Work task - Among the entries below, how many lines contain the string "tunnel"? Reply with that number alone.

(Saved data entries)
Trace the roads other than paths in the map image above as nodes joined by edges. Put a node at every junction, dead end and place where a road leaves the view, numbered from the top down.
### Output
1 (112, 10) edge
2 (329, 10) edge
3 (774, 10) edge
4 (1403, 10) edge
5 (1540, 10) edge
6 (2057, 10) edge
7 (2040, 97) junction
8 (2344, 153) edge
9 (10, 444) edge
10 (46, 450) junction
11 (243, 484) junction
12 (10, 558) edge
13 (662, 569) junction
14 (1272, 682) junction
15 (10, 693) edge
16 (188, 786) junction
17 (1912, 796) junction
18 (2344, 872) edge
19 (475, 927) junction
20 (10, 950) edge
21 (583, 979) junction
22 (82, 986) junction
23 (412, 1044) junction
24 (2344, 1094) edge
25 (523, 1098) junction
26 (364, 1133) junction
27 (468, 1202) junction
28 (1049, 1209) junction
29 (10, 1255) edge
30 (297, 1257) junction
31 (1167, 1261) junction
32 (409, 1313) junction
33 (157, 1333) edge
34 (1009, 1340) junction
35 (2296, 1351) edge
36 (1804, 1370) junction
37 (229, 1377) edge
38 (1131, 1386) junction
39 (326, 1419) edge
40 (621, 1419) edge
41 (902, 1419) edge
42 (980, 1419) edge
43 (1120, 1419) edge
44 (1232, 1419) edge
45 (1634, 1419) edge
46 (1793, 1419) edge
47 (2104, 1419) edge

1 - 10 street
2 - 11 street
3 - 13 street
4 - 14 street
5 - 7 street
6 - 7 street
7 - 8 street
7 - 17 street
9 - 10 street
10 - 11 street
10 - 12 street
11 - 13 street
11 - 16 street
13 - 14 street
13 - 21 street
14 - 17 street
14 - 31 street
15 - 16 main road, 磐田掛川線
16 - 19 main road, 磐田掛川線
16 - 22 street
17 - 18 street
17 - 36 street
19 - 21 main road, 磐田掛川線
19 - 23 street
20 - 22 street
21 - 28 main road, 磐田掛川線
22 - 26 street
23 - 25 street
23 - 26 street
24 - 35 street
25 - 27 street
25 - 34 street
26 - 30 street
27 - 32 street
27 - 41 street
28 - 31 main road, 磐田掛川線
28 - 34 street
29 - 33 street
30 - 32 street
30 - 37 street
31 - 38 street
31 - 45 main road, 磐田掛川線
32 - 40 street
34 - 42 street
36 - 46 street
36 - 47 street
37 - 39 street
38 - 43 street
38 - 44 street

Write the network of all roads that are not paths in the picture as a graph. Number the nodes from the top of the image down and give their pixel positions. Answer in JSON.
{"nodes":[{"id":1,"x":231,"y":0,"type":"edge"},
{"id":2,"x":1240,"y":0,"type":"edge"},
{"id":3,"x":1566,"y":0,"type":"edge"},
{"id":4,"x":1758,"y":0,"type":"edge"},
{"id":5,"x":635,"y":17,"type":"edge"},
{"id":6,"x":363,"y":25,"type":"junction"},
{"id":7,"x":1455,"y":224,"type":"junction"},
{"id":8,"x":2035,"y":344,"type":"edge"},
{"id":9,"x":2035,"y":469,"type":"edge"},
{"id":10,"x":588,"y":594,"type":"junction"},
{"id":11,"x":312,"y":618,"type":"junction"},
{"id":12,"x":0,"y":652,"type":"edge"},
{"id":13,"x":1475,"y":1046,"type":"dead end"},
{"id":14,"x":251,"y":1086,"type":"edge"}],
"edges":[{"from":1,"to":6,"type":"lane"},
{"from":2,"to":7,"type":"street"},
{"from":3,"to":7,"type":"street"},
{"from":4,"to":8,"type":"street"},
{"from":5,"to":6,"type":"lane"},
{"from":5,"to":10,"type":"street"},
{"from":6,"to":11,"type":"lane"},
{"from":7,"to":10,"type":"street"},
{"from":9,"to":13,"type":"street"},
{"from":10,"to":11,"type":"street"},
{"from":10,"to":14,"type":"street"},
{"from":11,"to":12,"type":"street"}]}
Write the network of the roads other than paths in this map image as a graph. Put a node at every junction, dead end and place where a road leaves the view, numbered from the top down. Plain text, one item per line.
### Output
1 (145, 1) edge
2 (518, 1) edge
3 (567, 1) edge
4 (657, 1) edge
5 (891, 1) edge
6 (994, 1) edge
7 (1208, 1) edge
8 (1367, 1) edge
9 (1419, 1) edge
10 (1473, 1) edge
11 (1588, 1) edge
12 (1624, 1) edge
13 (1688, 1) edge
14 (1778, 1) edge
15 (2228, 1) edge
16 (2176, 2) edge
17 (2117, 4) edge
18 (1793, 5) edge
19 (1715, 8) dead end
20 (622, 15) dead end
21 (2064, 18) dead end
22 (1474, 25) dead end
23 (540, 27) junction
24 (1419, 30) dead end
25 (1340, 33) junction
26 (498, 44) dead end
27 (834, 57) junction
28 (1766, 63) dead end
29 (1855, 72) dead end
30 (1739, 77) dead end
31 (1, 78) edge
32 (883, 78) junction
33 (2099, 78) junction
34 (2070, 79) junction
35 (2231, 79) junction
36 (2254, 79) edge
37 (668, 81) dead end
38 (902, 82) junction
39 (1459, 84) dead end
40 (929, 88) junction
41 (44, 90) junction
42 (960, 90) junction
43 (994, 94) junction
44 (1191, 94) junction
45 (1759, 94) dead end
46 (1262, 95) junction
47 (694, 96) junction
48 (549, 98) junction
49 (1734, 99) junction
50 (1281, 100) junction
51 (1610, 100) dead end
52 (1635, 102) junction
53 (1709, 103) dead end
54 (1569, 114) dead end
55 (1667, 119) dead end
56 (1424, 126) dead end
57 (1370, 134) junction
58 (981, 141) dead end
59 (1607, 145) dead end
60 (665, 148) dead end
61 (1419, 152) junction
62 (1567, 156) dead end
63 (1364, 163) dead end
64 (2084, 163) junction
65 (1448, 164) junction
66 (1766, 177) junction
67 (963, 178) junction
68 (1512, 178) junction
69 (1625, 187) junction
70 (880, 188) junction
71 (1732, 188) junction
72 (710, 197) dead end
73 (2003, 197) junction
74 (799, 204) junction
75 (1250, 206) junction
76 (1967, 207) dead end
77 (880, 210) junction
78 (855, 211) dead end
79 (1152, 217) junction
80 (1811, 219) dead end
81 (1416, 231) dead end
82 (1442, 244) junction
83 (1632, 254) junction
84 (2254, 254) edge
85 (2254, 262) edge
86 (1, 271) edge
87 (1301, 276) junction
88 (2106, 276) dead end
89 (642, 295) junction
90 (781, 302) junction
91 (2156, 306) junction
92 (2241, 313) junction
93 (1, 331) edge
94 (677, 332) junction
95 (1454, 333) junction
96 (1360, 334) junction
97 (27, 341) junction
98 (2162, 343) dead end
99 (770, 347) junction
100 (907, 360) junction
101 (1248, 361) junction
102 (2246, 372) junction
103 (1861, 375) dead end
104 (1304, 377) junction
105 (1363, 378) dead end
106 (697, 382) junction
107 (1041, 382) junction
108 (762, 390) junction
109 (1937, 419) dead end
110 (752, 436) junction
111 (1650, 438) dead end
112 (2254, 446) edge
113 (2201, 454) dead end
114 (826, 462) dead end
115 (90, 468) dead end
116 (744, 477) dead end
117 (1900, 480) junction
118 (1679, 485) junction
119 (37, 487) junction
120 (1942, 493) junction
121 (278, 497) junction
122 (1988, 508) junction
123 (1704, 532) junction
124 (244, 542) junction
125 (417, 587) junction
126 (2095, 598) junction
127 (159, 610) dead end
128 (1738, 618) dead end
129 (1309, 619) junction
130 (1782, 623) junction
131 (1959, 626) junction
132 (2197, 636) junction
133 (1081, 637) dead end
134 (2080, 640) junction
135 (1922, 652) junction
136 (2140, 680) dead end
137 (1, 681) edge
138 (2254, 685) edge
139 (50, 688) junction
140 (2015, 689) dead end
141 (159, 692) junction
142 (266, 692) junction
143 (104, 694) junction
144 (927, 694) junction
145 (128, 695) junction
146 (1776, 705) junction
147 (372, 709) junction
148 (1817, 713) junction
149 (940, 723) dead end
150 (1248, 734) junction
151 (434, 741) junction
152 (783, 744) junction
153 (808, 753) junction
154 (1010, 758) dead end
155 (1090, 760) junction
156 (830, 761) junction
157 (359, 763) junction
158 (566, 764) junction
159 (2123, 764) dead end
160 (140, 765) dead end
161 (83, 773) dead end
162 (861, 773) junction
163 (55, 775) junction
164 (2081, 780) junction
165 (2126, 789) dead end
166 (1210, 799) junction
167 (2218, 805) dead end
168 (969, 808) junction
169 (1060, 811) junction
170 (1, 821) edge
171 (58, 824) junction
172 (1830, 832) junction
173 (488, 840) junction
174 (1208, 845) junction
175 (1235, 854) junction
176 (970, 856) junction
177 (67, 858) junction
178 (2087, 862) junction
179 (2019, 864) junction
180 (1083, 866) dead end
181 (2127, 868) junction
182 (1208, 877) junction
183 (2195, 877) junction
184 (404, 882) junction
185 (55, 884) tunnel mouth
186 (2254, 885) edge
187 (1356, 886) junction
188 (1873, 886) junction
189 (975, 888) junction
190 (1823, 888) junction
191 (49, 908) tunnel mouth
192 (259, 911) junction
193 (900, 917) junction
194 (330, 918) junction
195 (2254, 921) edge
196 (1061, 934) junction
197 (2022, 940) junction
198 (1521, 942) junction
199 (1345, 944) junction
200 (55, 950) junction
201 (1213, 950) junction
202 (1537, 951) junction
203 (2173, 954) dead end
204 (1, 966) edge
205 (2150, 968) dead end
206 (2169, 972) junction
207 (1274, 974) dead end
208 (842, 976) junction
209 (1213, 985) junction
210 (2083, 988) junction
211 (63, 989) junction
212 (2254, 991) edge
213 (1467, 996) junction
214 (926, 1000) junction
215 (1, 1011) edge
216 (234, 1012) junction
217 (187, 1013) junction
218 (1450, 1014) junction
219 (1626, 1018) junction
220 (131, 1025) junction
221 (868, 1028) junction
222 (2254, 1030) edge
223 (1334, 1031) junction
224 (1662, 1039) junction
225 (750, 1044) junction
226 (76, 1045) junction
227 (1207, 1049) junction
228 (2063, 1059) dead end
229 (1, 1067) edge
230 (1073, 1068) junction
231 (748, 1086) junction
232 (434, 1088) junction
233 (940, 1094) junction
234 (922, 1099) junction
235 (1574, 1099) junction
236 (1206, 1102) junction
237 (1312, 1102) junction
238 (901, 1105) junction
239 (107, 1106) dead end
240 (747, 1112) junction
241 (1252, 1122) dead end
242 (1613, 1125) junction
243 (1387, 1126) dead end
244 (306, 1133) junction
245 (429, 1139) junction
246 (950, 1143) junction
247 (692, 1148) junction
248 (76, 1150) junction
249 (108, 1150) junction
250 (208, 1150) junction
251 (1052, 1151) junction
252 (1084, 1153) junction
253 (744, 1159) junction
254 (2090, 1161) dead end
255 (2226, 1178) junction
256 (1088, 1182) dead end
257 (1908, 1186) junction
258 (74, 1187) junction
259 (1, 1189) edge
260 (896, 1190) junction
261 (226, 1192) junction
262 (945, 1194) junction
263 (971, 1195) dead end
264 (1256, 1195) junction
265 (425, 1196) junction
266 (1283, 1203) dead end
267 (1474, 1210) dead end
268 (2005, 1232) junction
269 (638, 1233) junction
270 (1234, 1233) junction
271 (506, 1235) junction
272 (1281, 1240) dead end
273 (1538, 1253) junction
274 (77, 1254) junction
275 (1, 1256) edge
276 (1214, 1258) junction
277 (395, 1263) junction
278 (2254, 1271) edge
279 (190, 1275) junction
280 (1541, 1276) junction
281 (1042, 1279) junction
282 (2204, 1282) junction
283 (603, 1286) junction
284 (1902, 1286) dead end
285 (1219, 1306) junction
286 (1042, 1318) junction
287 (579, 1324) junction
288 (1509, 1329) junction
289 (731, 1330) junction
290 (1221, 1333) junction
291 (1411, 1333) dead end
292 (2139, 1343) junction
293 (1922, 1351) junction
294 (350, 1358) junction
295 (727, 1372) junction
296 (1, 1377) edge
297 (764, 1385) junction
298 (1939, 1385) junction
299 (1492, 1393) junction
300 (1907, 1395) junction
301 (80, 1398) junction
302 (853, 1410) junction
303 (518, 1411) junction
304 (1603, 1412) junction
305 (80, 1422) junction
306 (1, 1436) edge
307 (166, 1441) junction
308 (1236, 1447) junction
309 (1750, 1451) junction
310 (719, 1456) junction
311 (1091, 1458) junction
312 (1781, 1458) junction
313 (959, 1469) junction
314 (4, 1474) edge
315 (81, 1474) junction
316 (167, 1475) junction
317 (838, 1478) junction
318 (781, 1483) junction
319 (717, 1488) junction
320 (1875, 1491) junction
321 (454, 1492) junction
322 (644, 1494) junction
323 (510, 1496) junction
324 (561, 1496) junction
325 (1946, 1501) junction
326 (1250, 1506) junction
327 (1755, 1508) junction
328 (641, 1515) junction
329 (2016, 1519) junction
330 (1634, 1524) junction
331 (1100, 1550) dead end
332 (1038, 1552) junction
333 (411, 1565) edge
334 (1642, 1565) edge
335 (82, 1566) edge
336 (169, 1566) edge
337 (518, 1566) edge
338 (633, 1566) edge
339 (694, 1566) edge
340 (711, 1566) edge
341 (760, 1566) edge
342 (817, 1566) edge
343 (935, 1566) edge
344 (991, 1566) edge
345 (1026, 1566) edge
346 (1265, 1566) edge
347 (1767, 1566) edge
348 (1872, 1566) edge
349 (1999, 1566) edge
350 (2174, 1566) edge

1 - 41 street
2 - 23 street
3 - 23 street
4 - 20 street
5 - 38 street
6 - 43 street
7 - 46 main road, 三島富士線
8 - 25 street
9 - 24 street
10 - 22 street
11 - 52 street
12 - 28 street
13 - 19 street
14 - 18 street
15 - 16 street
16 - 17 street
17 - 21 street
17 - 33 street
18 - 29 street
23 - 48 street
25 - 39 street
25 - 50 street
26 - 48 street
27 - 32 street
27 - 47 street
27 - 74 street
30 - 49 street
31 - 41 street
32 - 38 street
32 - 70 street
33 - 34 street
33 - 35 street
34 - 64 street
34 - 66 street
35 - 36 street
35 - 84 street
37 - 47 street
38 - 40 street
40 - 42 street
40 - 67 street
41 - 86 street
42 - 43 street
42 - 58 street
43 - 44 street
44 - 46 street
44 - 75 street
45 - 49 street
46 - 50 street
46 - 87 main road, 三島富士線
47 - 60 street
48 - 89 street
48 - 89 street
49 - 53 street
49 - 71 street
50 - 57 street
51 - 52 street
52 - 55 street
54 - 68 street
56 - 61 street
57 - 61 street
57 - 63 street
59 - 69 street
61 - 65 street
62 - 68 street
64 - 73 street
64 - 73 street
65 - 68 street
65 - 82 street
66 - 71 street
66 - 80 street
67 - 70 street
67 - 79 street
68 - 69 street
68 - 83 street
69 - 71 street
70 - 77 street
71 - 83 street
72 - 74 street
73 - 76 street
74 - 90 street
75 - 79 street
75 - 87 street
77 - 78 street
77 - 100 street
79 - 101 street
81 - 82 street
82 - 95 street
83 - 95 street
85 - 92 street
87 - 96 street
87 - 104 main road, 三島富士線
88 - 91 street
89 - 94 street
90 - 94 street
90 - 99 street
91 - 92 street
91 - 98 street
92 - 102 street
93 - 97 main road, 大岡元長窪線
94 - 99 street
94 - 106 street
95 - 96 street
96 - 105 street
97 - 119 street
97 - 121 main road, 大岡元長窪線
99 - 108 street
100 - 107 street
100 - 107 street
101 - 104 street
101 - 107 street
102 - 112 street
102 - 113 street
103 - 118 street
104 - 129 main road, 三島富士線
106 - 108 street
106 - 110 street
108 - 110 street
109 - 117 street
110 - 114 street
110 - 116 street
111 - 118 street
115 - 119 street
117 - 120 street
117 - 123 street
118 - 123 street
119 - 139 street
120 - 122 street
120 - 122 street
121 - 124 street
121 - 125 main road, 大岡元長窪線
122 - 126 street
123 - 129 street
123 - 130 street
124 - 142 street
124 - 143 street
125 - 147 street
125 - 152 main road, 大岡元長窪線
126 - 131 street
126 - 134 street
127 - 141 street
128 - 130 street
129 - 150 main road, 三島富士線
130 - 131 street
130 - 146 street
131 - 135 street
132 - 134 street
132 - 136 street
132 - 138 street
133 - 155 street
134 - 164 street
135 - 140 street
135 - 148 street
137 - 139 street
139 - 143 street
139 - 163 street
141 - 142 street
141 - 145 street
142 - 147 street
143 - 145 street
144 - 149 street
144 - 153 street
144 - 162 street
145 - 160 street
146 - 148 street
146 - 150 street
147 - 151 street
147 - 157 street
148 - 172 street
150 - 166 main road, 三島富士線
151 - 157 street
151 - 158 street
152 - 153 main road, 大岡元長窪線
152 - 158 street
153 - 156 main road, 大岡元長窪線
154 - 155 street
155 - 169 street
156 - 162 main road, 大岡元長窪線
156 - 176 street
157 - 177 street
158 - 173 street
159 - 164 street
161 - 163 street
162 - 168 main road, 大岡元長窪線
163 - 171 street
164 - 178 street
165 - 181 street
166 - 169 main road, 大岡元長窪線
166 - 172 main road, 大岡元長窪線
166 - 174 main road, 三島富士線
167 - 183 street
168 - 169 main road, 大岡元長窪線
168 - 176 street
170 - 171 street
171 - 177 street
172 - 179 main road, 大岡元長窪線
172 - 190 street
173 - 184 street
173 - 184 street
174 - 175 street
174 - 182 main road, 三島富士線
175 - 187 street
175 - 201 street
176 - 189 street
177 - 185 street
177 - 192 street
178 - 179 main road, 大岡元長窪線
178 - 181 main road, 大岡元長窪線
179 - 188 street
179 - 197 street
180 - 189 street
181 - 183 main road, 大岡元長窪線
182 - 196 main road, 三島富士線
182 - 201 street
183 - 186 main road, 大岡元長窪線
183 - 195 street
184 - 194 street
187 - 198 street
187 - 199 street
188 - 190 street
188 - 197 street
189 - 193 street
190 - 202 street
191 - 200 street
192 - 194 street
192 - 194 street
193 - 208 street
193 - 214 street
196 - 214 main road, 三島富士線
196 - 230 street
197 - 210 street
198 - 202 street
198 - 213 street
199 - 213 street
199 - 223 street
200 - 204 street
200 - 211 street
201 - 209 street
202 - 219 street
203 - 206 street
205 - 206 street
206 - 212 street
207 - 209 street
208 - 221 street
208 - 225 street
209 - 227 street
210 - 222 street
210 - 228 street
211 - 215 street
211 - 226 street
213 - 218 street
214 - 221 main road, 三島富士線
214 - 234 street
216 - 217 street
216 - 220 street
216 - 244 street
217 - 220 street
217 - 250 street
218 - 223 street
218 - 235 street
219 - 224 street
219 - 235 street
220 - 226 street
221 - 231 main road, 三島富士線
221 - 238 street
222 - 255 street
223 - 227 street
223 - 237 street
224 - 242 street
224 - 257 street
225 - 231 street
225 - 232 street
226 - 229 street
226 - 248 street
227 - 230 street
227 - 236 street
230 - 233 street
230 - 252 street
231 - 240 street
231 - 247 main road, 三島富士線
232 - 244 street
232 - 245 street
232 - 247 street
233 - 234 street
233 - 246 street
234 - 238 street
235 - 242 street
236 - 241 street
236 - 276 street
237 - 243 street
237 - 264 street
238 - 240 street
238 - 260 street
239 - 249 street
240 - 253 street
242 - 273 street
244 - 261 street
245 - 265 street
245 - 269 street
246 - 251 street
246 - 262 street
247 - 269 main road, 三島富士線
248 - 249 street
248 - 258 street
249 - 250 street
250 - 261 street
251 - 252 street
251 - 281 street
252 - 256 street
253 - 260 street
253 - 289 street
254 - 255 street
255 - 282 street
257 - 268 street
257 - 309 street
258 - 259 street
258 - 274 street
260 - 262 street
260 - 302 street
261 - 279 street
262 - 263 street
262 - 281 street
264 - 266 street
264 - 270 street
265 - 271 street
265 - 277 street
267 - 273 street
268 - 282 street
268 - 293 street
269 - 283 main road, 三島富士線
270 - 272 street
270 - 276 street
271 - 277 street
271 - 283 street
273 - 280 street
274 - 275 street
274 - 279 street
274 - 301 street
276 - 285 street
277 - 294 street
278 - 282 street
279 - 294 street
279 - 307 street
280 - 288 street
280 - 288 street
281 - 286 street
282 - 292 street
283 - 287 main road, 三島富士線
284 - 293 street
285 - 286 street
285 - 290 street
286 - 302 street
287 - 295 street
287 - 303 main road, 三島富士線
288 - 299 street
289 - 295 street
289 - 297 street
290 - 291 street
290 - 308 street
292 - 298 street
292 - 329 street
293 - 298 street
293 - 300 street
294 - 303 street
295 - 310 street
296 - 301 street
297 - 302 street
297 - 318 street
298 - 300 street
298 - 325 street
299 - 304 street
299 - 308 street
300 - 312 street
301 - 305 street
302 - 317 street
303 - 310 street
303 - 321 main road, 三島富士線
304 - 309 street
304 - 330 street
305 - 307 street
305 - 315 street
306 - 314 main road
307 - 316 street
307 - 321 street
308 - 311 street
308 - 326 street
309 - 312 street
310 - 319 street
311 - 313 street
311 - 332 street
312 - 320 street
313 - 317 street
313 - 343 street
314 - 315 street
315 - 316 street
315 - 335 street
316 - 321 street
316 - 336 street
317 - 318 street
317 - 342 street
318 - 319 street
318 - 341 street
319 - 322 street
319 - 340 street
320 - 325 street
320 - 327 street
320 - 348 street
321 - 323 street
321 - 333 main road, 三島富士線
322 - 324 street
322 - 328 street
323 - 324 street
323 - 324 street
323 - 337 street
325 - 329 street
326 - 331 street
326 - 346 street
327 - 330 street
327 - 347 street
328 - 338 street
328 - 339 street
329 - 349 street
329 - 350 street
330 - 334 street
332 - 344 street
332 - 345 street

Completed task - 2